What should have been a big mismatch sees the 1901 A’s face the horrible 1901 Giants. Other than Christy Mathewson there is a whole lot of terrible players. But once again the A’s underperform and Mathewson pitches like only he can and the Giants pull the biggest upset in the tournament so far.
Eddie Plank of the A’s pitched pretty well, but kept playing with fire all day and finally Charlie Hickman, one of the few good players on the team hits a towering homer to center to tie the game in the 5th in support of Big 6 who had allowed just 2 hits at this point, and their only run scored on a sac fly by Napoleon Lajoie. The game went to extra innings and the Giants win 2-1 on a sac fly by George Davis. Mathewson allowed just 3 hits in 10 innings.
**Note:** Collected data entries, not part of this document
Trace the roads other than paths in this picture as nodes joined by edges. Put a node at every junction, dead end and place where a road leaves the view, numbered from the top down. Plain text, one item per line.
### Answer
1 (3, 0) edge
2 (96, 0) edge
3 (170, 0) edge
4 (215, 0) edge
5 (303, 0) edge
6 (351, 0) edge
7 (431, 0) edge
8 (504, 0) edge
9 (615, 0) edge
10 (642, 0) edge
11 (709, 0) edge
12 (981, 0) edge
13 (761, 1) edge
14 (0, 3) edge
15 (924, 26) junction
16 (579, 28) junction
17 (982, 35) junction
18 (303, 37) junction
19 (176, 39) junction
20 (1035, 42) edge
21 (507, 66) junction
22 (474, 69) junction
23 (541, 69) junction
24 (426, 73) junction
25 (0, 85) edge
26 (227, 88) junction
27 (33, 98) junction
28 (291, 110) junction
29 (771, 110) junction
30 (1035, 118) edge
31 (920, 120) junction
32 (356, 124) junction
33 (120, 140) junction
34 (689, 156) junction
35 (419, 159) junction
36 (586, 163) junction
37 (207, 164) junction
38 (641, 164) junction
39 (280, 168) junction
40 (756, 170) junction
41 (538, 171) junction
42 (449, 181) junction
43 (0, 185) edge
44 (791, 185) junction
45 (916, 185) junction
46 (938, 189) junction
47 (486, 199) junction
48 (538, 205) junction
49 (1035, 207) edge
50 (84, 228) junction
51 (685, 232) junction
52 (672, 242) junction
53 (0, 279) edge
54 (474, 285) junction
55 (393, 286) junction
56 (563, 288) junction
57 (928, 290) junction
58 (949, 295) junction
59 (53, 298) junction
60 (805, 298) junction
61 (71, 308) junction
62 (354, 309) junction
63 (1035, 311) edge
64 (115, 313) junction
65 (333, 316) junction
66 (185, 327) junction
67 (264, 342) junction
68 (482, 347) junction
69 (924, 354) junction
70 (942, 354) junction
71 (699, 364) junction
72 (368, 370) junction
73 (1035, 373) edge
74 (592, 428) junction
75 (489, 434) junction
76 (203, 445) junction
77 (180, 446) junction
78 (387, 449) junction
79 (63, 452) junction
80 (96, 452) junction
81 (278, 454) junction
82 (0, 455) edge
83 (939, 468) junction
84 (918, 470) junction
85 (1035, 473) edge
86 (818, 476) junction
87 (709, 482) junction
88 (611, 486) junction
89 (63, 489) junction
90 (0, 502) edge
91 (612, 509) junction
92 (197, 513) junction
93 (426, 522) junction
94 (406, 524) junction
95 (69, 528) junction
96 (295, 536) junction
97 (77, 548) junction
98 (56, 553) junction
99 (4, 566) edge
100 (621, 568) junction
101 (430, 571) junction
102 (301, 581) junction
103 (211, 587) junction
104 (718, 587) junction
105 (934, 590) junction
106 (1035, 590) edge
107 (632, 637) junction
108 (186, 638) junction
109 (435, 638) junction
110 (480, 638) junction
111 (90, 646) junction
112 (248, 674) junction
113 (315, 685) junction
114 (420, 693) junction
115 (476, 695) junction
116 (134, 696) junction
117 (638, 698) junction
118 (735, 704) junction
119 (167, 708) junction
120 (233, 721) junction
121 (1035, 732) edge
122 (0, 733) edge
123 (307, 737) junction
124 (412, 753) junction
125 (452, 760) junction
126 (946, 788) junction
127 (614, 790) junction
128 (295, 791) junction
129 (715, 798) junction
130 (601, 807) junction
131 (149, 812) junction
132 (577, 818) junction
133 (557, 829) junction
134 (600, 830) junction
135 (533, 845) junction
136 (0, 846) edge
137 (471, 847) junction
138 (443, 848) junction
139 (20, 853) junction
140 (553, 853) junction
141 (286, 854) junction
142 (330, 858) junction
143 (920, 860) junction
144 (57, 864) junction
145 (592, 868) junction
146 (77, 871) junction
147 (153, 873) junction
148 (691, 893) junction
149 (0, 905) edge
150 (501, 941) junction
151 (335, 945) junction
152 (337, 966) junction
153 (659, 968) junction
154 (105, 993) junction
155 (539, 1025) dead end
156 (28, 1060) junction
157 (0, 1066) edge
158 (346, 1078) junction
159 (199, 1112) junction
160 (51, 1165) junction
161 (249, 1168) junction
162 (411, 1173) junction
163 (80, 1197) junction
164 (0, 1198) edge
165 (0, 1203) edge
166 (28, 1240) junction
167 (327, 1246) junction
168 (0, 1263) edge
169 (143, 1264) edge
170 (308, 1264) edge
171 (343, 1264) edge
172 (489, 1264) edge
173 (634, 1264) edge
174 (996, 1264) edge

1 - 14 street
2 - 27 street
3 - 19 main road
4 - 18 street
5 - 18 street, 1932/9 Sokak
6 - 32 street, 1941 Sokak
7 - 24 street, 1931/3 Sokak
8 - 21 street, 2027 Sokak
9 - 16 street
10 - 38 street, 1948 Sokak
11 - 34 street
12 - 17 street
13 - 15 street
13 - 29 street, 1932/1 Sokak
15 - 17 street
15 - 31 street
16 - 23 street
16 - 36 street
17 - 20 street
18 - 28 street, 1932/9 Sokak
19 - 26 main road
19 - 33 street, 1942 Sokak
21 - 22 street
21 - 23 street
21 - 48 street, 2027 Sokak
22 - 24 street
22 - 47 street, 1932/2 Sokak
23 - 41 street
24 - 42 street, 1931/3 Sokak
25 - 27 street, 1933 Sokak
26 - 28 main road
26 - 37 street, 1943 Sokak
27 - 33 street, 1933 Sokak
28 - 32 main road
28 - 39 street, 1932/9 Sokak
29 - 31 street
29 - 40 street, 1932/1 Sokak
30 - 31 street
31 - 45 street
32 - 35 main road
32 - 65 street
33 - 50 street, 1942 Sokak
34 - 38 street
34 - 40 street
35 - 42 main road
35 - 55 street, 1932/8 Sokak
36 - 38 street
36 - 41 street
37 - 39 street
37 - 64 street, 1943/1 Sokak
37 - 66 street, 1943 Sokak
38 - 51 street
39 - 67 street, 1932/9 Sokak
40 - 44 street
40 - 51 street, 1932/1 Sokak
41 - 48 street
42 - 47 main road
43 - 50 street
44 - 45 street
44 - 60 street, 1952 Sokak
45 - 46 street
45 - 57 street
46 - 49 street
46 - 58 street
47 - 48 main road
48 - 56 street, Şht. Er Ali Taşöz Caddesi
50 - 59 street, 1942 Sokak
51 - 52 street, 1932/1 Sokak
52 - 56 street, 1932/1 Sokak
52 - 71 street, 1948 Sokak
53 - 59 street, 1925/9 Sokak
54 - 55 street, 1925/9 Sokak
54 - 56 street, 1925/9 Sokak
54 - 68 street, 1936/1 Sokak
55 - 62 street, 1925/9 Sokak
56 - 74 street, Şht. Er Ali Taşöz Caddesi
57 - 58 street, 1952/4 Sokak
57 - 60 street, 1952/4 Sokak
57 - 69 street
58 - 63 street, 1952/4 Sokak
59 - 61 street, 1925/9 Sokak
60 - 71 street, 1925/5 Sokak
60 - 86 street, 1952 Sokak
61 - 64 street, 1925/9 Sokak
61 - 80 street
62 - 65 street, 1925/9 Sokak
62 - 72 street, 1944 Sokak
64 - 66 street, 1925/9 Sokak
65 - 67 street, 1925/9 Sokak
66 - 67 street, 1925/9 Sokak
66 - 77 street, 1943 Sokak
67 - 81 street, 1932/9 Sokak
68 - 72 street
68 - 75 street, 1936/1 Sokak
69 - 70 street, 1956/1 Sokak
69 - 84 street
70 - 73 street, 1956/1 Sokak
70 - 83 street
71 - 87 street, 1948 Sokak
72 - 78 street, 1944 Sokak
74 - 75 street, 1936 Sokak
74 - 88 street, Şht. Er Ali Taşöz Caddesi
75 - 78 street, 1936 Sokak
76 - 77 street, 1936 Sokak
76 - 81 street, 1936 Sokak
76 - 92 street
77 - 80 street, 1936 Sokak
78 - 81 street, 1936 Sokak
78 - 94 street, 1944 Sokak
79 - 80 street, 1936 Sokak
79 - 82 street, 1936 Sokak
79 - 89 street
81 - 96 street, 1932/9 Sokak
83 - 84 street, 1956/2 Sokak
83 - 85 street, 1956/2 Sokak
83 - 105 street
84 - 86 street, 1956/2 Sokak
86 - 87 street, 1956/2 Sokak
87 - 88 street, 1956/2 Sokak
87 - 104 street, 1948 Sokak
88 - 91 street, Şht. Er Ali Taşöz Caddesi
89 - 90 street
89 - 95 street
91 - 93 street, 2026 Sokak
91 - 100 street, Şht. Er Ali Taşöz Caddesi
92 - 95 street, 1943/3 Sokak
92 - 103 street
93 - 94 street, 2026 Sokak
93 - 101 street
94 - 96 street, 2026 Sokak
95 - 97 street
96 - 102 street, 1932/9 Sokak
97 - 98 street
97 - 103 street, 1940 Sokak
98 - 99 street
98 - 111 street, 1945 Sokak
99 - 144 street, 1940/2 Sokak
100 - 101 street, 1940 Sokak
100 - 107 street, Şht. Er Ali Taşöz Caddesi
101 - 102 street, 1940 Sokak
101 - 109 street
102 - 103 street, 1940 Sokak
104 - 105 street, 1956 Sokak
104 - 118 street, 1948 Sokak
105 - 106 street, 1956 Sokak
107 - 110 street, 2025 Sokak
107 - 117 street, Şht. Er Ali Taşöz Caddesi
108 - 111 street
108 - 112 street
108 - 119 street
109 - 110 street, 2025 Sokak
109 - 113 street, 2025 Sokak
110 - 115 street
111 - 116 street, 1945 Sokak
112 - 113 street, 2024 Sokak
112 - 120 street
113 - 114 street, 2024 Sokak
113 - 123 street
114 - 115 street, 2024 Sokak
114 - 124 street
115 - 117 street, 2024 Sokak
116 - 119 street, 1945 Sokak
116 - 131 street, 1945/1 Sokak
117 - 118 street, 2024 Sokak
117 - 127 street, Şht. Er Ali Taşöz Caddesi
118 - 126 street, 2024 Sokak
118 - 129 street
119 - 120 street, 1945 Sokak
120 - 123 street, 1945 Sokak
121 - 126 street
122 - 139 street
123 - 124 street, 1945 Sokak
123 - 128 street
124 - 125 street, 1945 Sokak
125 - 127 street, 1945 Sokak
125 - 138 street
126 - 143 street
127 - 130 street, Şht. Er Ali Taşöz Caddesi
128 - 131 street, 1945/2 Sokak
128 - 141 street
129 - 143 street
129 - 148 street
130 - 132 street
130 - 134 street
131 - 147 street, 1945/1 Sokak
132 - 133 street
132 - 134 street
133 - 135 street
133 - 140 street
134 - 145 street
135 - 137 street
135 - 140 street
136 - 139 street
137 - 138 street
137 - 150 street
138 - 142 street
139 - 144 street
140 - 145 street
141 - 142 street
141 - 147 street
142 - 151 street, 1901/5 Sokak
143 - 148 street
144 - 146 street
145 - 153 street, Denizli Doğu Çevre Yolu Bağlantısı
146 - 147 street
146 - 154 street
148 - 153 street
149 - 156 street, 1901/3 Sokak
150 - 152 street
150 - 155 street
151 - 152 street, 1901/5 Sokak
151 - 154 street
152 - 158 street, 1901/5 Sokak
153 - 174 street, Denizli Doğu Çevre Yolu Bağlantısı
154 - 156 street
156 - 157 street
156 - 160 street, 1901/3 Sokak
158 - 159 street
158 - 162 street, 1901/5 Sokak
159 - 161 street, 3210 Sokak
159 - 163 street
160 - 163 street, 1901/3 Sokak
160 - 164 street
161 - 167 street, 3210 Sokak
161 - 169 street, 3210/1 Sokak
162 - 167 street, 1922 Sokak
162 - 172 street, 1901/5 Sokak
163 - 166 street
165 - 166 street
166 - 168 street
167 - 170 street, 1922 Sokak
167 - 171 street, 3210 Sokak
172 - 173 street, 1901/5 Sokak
The close games continued as the 1905 Tigers nip the 1905 Browns 2-1 on back to back singles by Christian Lindsay and Germany Schaeffer and a sacrifice fly by Sam Crawford. Both Harry Howell and Ed Killian pitched gems but only the Tigers advance.
The 1901 Braves kept the 1905 Indians in their sights the whole way as Vic Willis and Addie Joss kept the bats on ice until the 9th inning when a tiring Willis walks two batters and with two out Harry Bay drives home what looked like the winning run, but an RBI single by Rob Lowe tied the game with two out in the 9th.
Cleveland returns the favor in the bottom of the inning with two out as Jim Jackson doubles and scores on a single up the middle by George Stovall and the Indians win the tribal war 2-1.
Round one ends as the 1905 Dodgers faced off against the 1905 Pirates and Pittsburgh looked to win easily after a quick burst for a run in the second and with runners on first and third and two runs in already in the third with just one out the Dodgers get a momentum changing DP and are down just by three instead of much more. They chip back on a triple by Emil Batch and while they get one in the ninth on a Bill Bransfield error come up short 2-3 with the Pirates getting the close knit game.